職業能力開発の分野においては、従来からの障害者職業能力開発校における職業訓練のほか、一般校を活用した能力開発事業、さらに、社会福祉法人や一般企業等に能力開発校が訓練を委託して実施する「障害者の態様に応じた多様な委託訓練」事業を平成16年度から開始したところであり、これにより、障害者の雇用・就業を支援することとしています。

このほか、文部科学省においても、障害児教育の中で、就労支援に向けた取り組みが行われています。具体的には、障害者基本計画の重点施策実施5か年計画において、平成17年度までに、盲・ろう・養護学校において、「個別の支援計画」を作成することとされており、この計画を通じて、障害のある幼児・児童生徒の一人ひとりのニーズを正確に把握し、長期的な視点で乳幼児期から学校卒業後まで一貫した支援を行うこととしております。

今後の方向

以上のように、国レベルの取り組みとしては、厚生労働省、文部科学省において、障害者の就労支援に向けてさまざまな取り組みが始まっています。

しかしながら、これが障害者にとって真に効果的なものとなり、実際の就労に結びつくためには、本人のニーズに沿って各種の支援制度を適切にコーディネートすることが必要であると考えております。また、離職した場合に、再チャレンジできる受け皿やフォローアップの体制を用意していくことが必要でもあります。こういった取り組みを進めるためには、教育、雇用、福祉の各行政関係者、教育関係者、ハローワーク等における現場担当者の連携協力が不可欠であると考えています。
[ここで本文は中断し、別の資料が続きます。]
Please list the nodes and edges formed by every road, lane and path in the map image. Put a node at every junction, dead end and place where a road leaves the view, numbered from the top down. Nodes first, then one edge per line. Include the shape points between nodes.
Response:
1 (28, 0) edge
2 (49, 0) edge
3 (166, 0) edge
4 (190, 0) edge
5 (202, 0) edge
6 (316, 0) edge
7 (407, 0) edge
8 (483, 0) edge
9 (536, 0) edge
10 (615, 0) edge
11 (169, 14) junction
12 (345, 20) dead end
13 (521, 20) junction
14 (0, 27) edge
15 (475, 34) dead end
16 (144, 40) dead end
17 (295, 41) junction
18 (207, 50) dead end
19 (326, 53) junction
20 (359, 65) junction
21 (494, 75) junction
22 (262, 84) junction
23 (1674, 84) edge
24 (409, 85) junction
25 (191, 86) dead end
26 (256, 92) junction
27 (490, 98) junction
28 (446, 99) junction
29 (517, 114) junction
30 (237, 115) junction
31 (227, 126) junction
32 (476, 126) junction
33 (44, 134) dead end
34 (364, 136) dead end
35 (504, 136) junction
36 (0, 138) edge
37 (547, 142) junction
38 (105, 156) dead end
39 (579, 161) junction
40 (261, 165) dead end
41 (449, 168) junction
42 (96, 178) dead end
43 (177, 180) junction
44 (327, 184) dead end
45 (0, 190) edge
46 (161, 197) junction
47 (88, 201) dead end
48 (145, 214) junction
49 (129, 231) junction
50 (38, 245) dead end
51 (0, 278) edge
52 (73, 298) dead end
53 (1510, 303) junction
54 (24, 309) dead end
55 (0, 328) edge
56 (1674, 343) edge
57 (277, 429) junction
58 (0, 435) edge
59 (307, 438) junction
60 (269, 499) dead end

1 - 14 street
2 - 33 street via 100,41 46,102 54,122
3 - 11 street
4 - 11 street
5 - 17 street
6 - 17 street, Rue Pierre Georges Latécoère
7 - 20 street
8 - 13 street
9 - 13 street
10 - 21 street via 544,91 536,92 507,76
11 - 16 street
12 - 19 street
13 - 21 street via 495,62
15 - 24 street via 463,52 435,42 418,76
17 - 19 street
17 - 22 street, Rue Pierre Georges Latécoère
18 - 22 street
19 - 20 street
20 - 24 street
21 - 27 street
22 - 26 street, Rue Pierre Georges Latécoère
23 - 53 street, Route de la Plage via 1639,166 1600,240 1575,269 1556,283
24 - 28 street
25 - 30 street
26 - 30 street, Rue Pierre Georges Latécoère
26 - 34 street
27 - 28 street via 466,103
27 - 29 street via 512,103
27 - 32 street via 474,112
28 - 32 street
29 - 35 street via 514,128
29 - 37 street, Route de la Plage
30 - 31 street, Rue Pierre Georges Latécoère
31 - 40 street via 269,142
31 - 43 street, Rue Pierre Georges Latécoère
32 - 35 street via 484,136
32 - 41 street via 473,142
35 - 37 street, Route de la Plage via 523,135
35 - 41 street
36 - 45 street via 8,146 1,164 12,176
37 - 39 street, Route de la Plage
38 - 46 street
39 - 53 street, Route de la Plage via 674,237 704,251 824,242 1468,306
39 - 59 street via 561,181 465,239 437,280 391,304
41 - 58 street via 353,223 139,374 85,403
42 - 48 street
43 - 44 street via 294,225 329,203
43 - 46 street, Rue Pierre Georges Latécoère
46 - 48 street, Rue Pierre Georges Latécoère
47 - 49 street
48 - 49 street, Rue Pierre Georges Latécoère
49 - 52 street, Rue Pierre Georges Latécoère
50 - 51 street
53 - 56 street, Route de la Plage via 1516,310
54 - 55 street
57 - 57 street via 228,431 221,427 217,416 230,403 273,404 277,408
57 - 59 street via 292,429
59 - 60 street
このため、障害者の自立の総合的な推進を図る観点から、福祉施策、雇用施策、医療施策等の制度横断的な関連施策の調整を行うため、厚生労働省内に「障害者自立支援推進本部」を設置し、福祉、雇用施策のみならず教育施策が強力に連携し、障害者の就労を推進するため、先進的な事例の収集・公表や障害福祉計画の着実な達成方法等について、精力的に検討を行っており、これらの成果を今後提供していくこととしているところです。

また、障害者自立支援法では、市町村、都道府県において、平成18年度中に障害福祉計画を策定することとされており、この中で、一般就労への移行者数などを設定することとしております。これらの目標の達成のためには、障害福祉計画の作成に当たって、教育、雇用、保健・医療、福祉、障害者、事業者など幅広い関係者を交じえた意見交換を行うとともに、数値目標を共有化して達成に取り組むことが必要であると考えております。これらの事業の展開により、各方面の協力・連携体制の構築が図られることと期待しているところです。

国としても、そういった地域の取り組み、ノウハウをフォローアップするとともに、これを全国にフィードバックすることで、全国どこでも障害者の就労に向けた積極的な取り組みが進むように促していきたいと考えております。